(Exercise data begins)

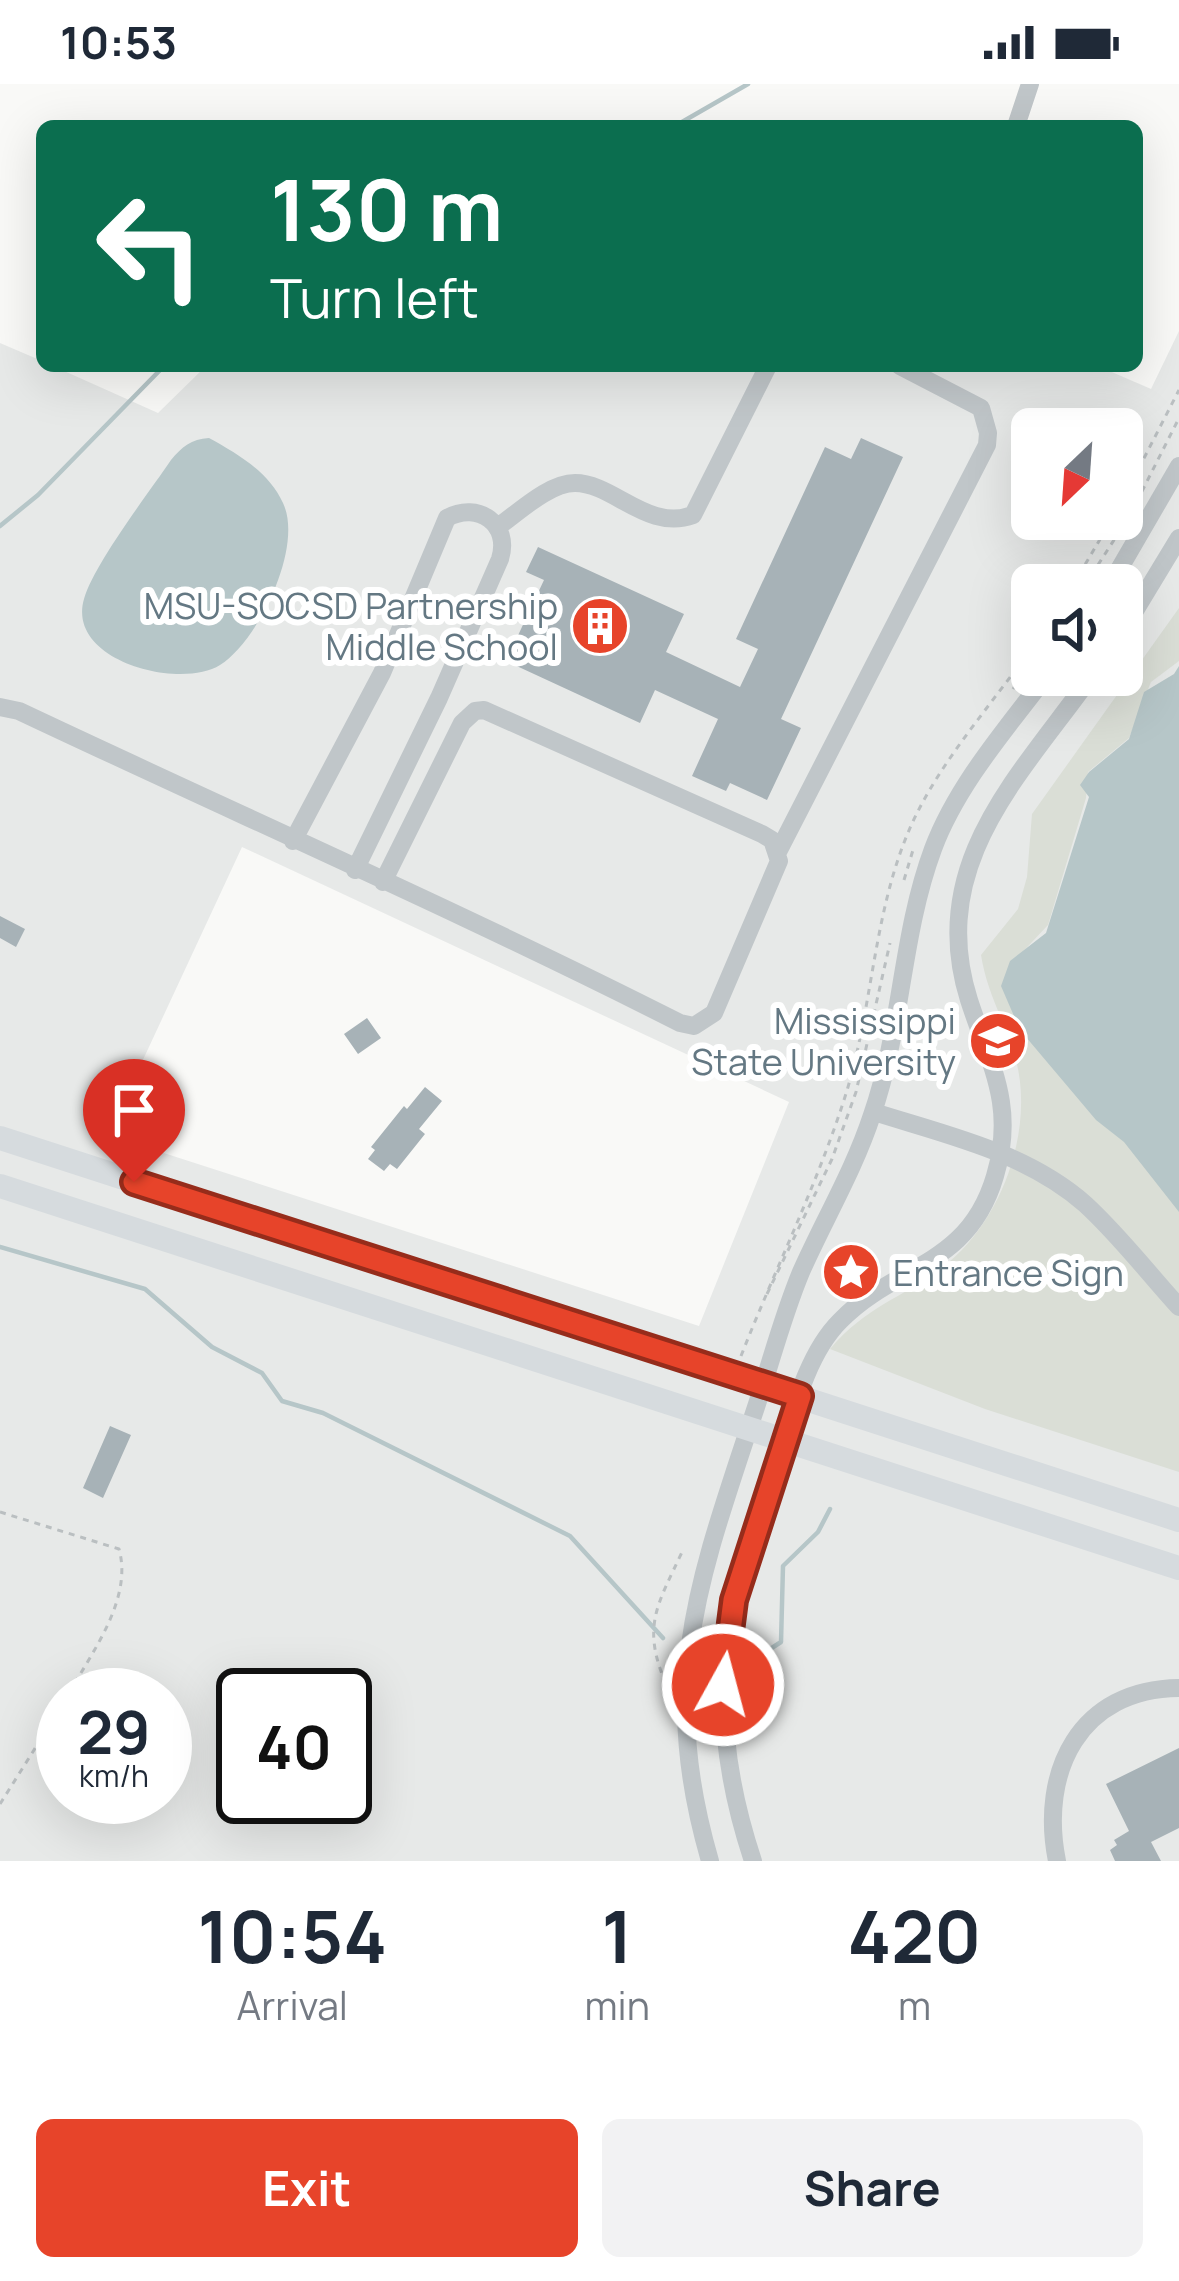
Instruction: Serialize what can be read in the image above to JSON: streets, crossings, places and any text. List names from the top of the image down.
{
  "places": {
    "building": ["MSU-SOCSD Partnership Middle School"],
    "school or university": ["Mississippi State University"],
    "place": ["Entrance Sign"]
  },
  "north": "bottom left",
  "page": {
    "status": "10:53",
    "turn": ["130 m", "Turn left"],
    "speed": "29 km/h",
    "limit": "40",
    "eta": [
      "10:54",
      "Arrival",
      "1",
      "min",
      "420",
      "m"
    ],
    "buttons": ["Exit", "Share"]
  }
}
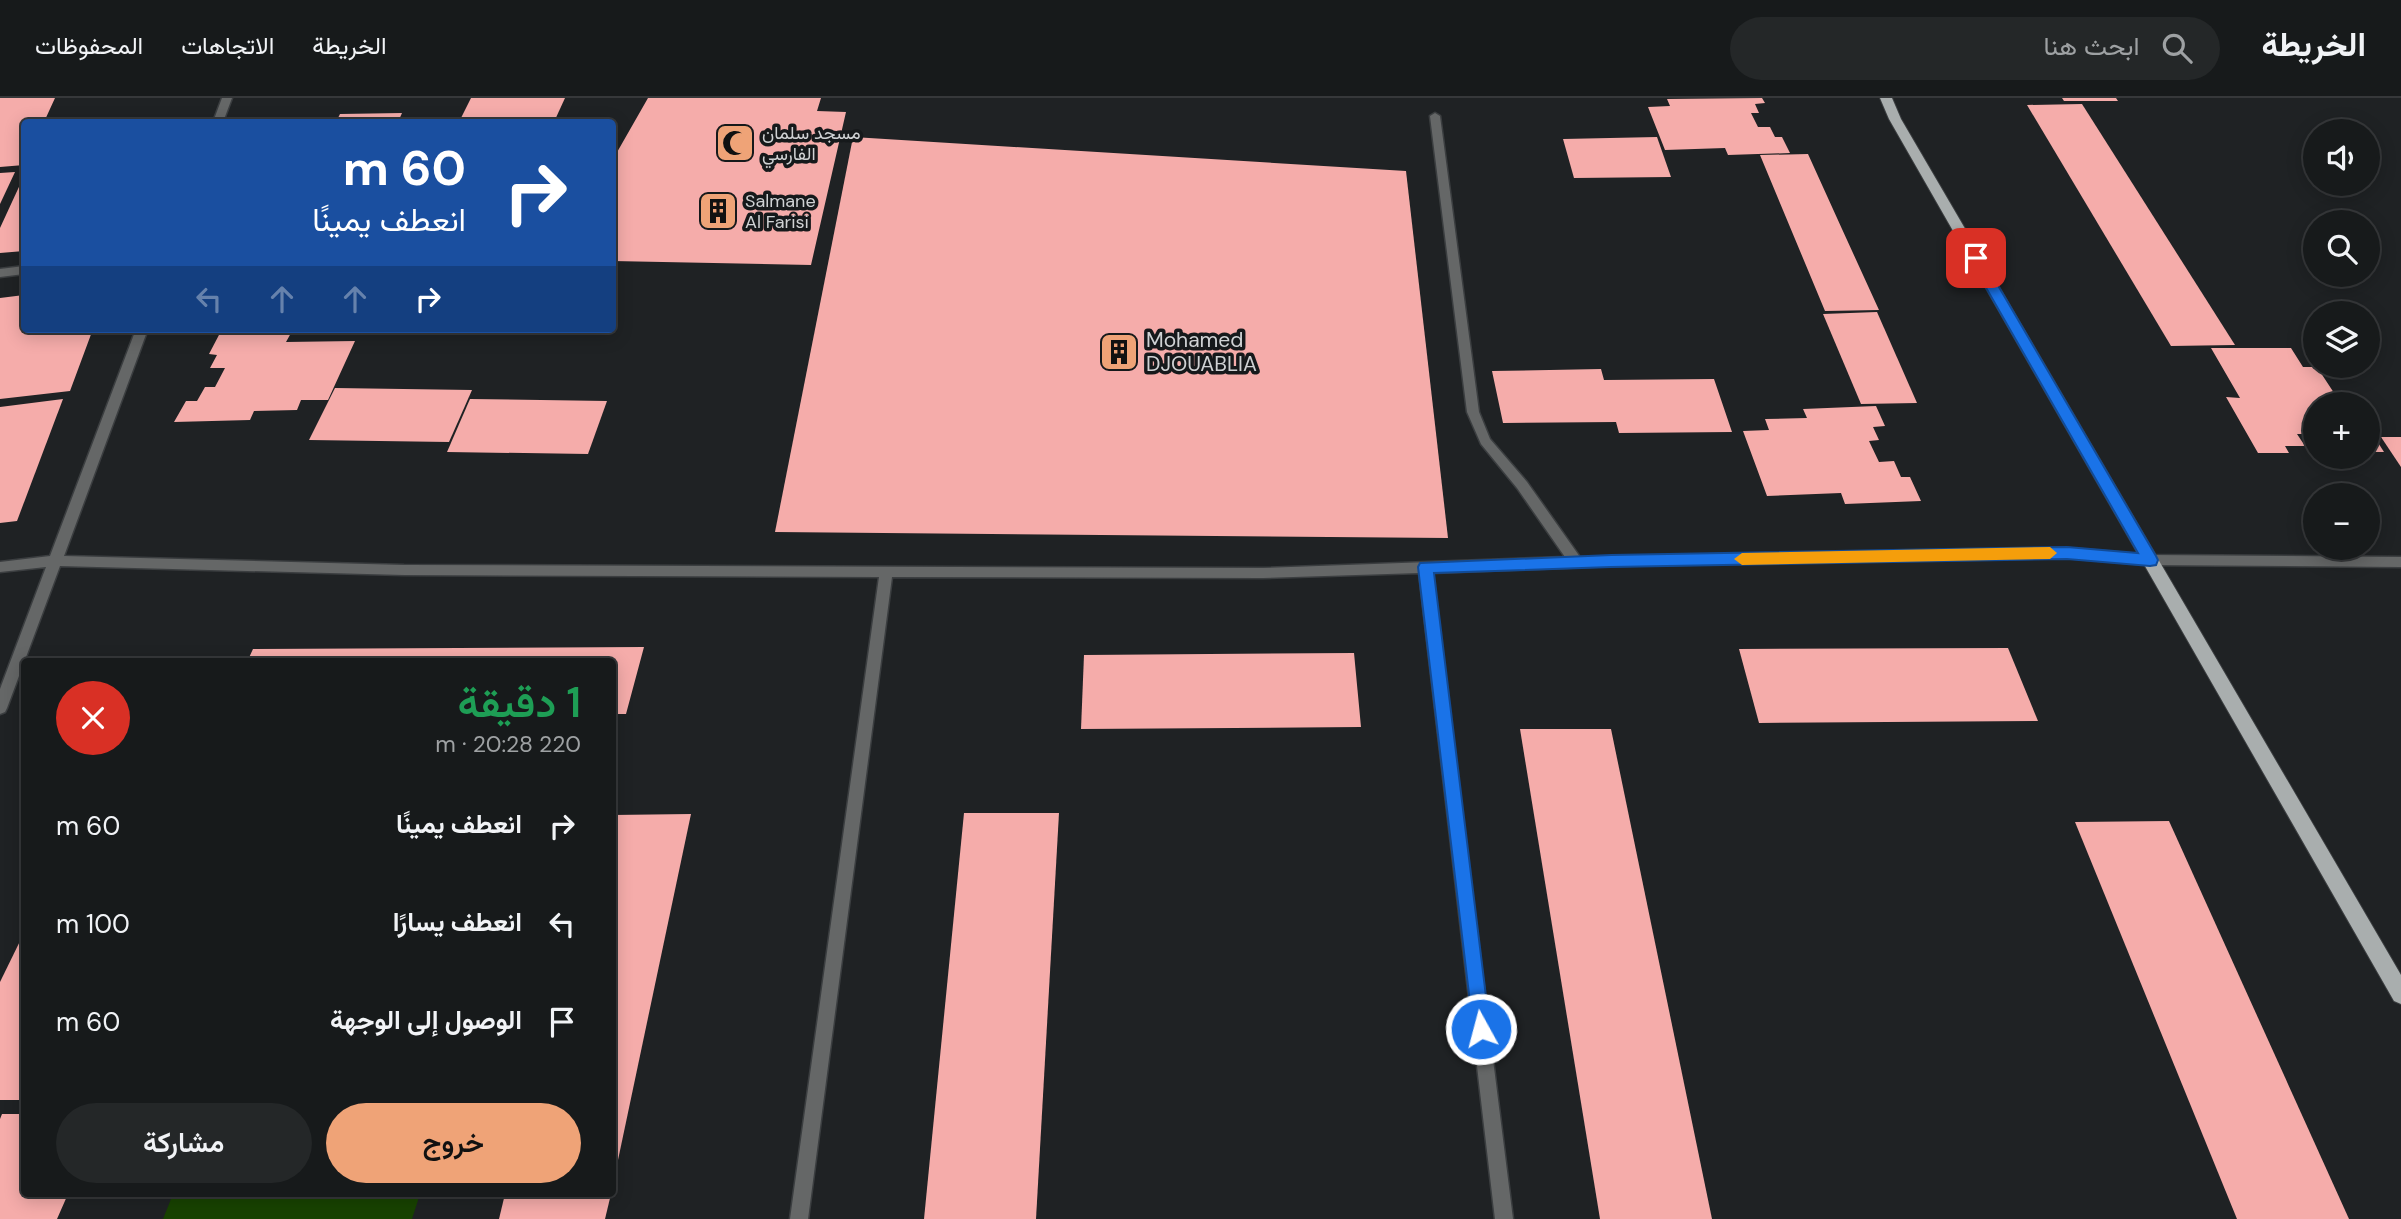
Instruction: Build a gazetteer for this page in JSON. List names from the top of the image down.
{
  "places": {
    "mosque": ["مسجد سلمان الفارسي"],
    "building": ["Salmane Al Farisi", "Mohamed DJOUABLIA"]
  },
  "page": {
    "header": "الخريطة",
    "search": "ابحث هنا",
    "nav": ["الخريطة", "الاتجاهات", "المحفوظات"],
    "map_buttons": ["+", "−"],
    "turn": ["60 m", "انعطف يمينًا"],
    "heading": ["1 دقيقة", "220 m · 20:28"],
    "list": [
      {
        "name": "انعطف يمينًا",
        "value": "60 m"
      },
      {
        "name": "انعطف يسارًا",
        "value": "100 m"
      },
      {
        "name": "الوصول إلى الوجهة",
        "value": "60 m"
      }
    ],
    "buttons": ["خروج", "مشاركة"]
  }
}
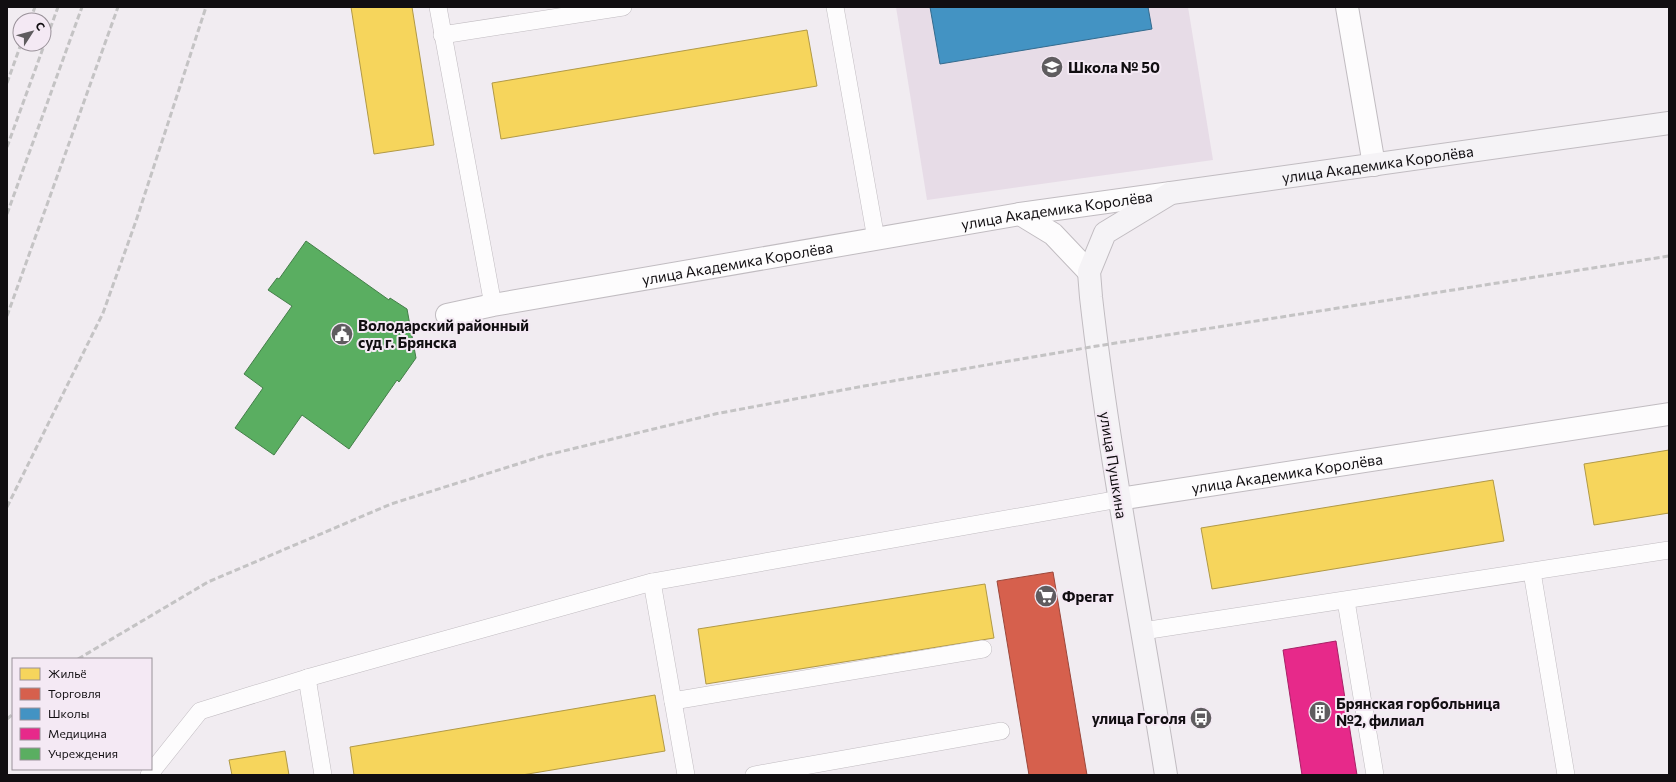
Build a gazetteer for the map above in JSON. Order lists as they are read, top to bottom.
{
  "streets": {
    "main road": ["улица Академика Королёва", "улица Пушкина"]
  },
  "crossings": [
    ["улица Академика Королёва", "улица Пушкина"]
  ],
  "places": {
    "school or university": ["Школа № 50"],
    "public building": ["Володарский районный суд г. Брянска"],
    "supermarket": ["Фрегат"],
    "building": ["Брянская горбольница №2, филиал"],
    "bus stop": ["улица Гоголя"]
  },
  "legend": [
    "Жильё",
    "Торговля",
    "Школы",
    "Медицина",
    "Учреждения"
  ],
  "north": "top right"
}
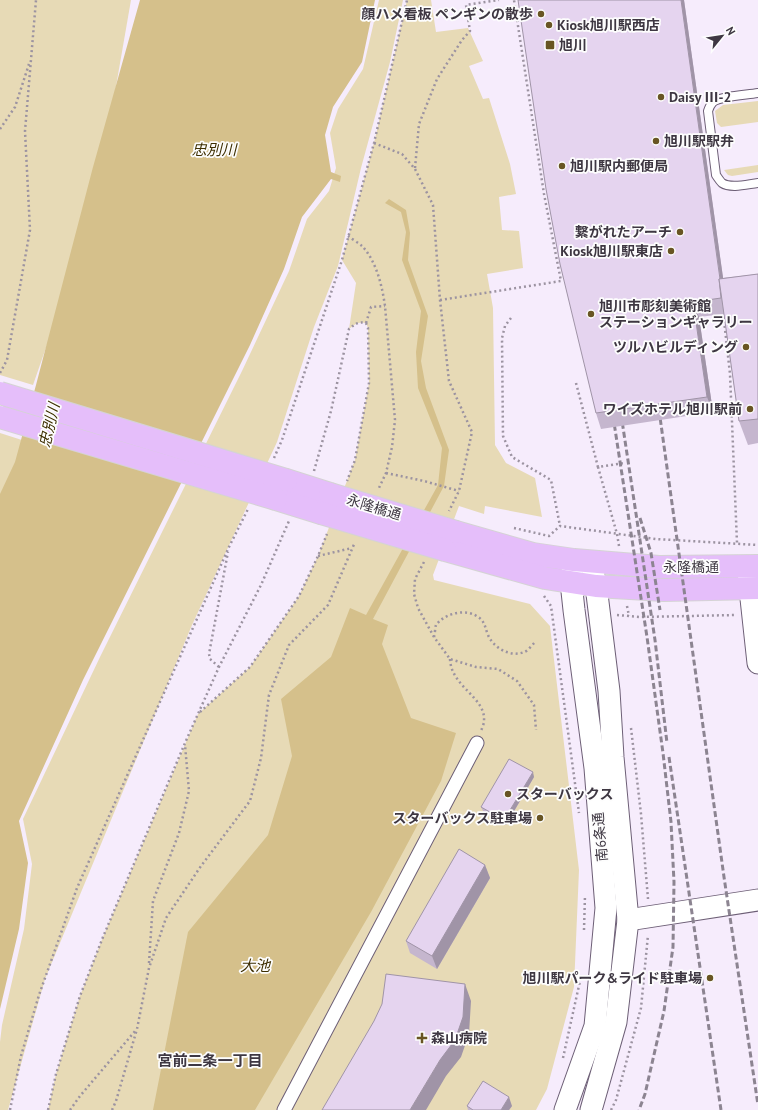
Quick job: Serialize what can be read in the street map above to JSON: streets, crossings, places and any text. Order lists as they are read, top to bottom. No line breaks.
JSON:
{"streets":{"main road":["永隆橋通"],"street":["南6条通"]},"crossings":[["永隆橋通","南6条通"]],"districts":["宮前二条一丁目"],"water":["忠別川","大池"],"places":{"other":["顔ハメ看板 ペンギンの散歩","Kiosk旭川駅西店","Daisy Ⅲ-2","旭川駅駅弁","旭川駅内郵便局","繋がれたアーチ","Kiosk旭川駅東店","旭川市彫刻美術館 ステーションギャラリー","ツルハビルディング","ワイズホテル旭川駅前","スターバックス","スターバックス駐車場","旭川駅パーク&ライド駐車場"],"transit":["旭川"],"health":["森山病院"]},"north":"top right"}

(Exercise data ends)

_Exercise directions_
In the listing above, find the line containing "Build a gazetteer for the" and the line containing "Quick job: Serialize", then print exactly those two lines and every line between them, minus the pictures.

_Answer_
Build a gazetteer for the map above in JSON. Order lists as they are read, top to bottom.
{
  "streets": {
    "main road": ["улица Академика Королёва", "улица Пушкина"]
  },
  "crossings": [
    ["улица Академика Королёва", "улица Пушкина"]
  ],
  "places": {
    "school or university": ["Школа № 50"],
    "public building": ["Володарский районный суд г. Брянска"],
    "supermarket": ["Фрегат"],
    "building": ["Брянская горбольница №2, филиал"],
    "bus stop": ["улица Гоголя"]
  },
  "legend": [
    "Жильё",
    "Торговля",
    "Школы",
    "Медицина",
    "Учреждения"
  ],
  "north": "top right"
}
Quick job: Serialize what can be read in the street map above to JSON: streets, crossings, places and any text. Order lists as they are read, top to bottom. No line breaks.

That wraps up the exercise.